UNSCEAR is indeed a high-grade scientific organization, not (one assumes) given to distorting information.  I would look elsewhere for the source of apparent contradictions.
 
In this case, based on the information given below I don't see the contradiction.  The UNSCEAR statement about elevated thyroid cancer appears to be supported by the referenced paper, as quoted in Jerry's email further down the thread?
 
Jeremy Whitlock
-----Original Message-----
From: Jerry Cuttler [mailto:jerrycuttler@rogers.com]
Sent: February 3, 2004 12:19 PM
To: ANS Member Exchange Listserv; RAD-SCI-L; cdn-nucl-l
Subject: [cdn-nucl-l] UNSCEAR distorts scientific info? Fw: My letter to NN, Jan 2000, Re: Dose-response follow-up for nuclear medicine I-131 therapies

Can it be that UNSCEAR distorts scientific information?
The scientists who authored the study [F13] stated clearly that there was a decrease in overall cancer incidence and mortality.  How can UNSCEAR state in Para. 265 that the risk is elevated?  What else did they distort?
And I thought UNSCEAR is a high-grade scientific organization.
Jerry Cuttler

265. Two recent studies [F13, R17] found an elevated risk of thyroid cancer mortality following adult 131I treatment for hyperthyroidism, which is in contrast to previous studies of hyperthyroid patients [H14] or patients examined with 131I [H6]. The reason for referral, i.e. the underlying thyroid disorder, could have influenced the risk, since the highest risk was seen less than five years after exposure. The thyroid dose (60-100 Gy) received by most hyperthyroid patients had previously been considered as having a cell-killing rather than a carcinogenic effect.
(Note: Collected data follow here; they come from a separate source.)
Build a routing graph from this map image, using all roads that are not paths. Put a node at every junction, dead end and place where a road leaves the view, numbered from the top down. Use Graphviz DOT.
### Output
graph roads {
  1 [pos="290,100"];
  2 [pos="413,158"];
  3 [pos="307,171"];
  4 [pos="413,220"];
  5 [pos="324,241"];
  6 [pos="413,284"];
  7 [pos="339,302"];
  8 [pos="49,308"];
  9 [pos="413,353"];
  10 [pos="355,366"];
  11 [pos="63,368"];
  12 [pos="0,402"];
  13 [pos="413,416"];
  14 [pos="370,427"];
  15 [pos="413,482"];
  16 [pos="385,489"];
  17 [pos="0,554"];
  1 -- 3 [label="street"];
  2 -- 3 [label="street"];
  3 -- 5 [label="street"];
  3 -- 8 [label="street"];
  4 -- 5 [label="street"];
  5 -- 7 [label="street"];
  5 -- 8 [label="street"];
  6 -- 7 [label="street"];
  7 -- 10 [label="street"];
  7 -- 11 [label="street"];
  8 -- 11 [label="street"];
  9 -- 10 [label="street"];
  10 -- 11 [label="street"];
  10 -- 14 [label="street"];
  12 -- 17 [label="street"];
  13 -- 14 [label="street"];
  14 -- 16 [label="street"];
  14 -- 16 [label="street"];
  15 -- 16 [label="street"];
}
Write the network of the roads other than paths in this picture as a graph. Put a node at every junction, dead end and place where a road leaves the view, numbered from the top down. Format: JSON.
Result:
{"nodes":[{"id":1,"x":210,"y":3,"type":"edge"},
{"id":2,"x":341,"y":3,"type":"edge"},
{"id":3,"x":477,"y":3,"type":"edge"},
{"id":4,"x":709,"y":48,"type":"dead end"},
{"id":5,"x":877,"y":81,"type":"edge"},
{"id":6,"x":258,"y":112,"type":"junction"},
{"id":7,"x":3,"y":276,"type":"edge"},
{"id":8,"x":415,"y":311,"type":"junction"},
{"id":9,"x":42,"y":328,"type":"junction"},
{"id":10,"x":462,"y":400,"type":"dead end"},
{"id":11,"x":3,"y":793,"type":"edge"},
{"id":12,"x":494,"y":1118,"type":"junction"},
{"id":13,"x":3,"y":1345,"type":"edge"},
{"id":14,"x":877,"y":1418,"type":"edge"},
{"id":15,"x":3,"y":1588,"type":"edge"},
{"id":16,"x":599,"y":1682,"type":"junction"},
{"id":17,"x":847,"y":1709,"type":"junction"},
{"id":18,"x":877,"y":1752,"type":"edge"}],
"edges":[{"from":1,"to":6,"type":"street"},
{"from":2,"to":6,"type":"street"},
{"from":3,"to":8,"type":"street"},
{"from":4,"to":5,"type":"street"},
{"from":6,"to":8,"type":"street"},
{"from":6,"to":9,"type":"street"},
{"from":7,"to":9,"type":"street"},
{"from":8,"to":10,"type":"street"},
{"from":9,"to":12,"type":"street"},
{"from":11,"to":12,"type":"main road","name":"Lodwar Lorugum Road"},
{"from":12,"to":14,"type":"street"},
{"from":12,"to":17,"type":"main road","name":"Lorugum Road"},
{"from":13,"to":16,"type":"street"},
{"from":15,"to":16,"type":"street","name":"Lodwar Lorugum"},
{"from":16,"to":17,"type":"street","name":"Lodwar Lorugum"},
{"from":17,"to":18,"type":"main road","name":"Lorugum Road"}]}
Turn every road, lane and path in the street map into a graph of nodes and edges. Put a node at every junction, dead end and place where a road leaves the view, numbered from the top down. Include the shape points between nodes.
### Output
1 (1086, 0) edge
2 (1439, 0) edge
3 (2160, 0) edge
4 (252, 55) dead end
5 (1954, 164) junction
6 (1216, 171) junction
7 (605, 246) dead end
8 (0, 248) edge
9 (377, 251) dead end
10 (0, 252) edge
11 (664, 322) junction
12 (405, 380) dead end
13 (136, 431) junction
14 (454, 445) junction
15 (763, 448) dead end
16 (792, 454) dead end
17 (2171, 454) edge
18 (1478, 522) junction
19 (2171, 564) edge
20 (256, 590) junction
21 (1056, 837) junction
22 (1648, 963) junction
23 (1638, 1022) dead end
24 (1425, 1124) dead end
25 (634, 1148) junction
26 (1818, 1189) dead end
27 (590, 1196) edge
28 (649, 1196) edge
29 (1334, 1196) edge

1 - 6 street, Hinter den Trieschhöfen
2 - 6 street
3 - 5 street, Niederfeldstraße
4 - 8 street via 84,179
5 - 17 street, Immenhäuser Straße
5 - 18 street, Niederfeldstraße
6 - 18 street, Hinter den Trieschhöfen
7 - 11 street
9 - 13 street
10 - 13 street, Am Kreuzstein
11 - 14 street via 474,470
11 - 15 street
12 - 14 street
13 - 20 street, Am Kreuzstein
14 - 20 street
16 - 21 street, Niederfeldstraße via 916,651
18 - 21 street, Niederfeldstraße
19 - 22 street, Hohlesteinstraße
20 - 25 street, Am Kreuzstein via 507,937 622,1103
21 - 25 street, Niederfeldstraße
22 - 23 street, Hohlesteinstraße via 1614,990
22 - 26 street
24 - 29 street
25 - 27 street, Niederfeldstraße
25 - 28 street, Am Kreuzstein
----- Original Message -----
Sent: Tuesday, February 03, 2004 6:27 AM
Subject: Re: My letter to NN, Jan 2000, Re: Dose-response follow-up for nuclear medicine I-131 therapies

Dear Jerry,
You may be interested in seeing how skilfully the consultant of UNSCEAR distorted the information from the Birmingham study. See paragraph 265, in page 497, Annex J, UNSCEAR Report 2000.
Best wishes,
Zbigniew
----- Original Message -----
Sent: Saturday, January 31, 2004 12:40 AM
Subject: My letter to NN, Jan 2000, Re: Dose-response follow-up for nuclear medicine I-131 therapies

Jim, see my letter to Nuclear News of 2000 Jan 31:
 

When I think about the linear no-threshold (LNT) hypothesis of radiation carcinogenesis, I am reminded of the famous quotation: "The great tragedy of science is the slaying of a beautiful hypothesis by an ugly fact."2  How can the LNT hypothesis continue to be an exception to this fundamental requirement of science?  Are political, social and economic considerations preventing us from opening our minds to a different hypothesis?

 

The University of Birmingham study of radioiodine treatment of hyperthyroidism, recently published in The Lancet,3 provides yet another of the hundreds and hundreds of ugly facts that contradict the LNT hypothesis.4  This study of 7414 adult patients, treated in Birmingham UK between 1950 and 1991 with a mean cumulative dose of 308 MBq of iodine-131, identified 638 cancer diagnoses and 448 cancer deaths in 1971-91 among the treated patients.  This was compared with National Statistics data on cancer incidence and mortality for England and Wales, specific for age, sex and period: 761 and 499.  The standardized incidence ratio is 0.83 [95% confidence interval 0.77-0.90] and the standardized mortality ratio is 0.90 [0.82-0.98].  "There were increases in incidence and mortality for cancers of the small bowel and thyroid, although the absolute risk of these cancers was small."  The scientists concluded, "The decrease in overall cancer incidence and mortality in those treated for hyperthyroidism with radioiodine is reassuring."

 

It certainly is reassuring when we realize that a dose of 308 MBq corresponds to ~280 mSv (or 28 rem) to the whole body.5  This is more than ten times the average dose of 15 mSv (or 1.5 rem) received by the evacuees from the 30-km zone around the Chernobyl disaster.6  According to the radiation hormesis model,4 a dose below the NOAEL point stimulates a protective response and results in overall beneficial effects.  If the dose is above this point, defense mechanisms are weakened and overall adverse effects result.

 

I just can't get over the irony of this situation.  We design, build and operate each of our nuclear plants to keep its likelihood of a severe accident below once in a million years.  And if this event actually did occur, the doses to people outside the plant would likely be beneficial!  Yet we continue to use the LNT hypothesis, and most people associate every nuclear activity and incident with their likelihood of getting a cancer, and they are just terrified of cancer. 

 

Can we expect the prospects for nuclear power to improve as long as LNTH continues to thrive?

 

Sincerely,

  

Jerry Cuttler

  

References:

 

1.      Nuclear News, 2000 January, pp 58-62.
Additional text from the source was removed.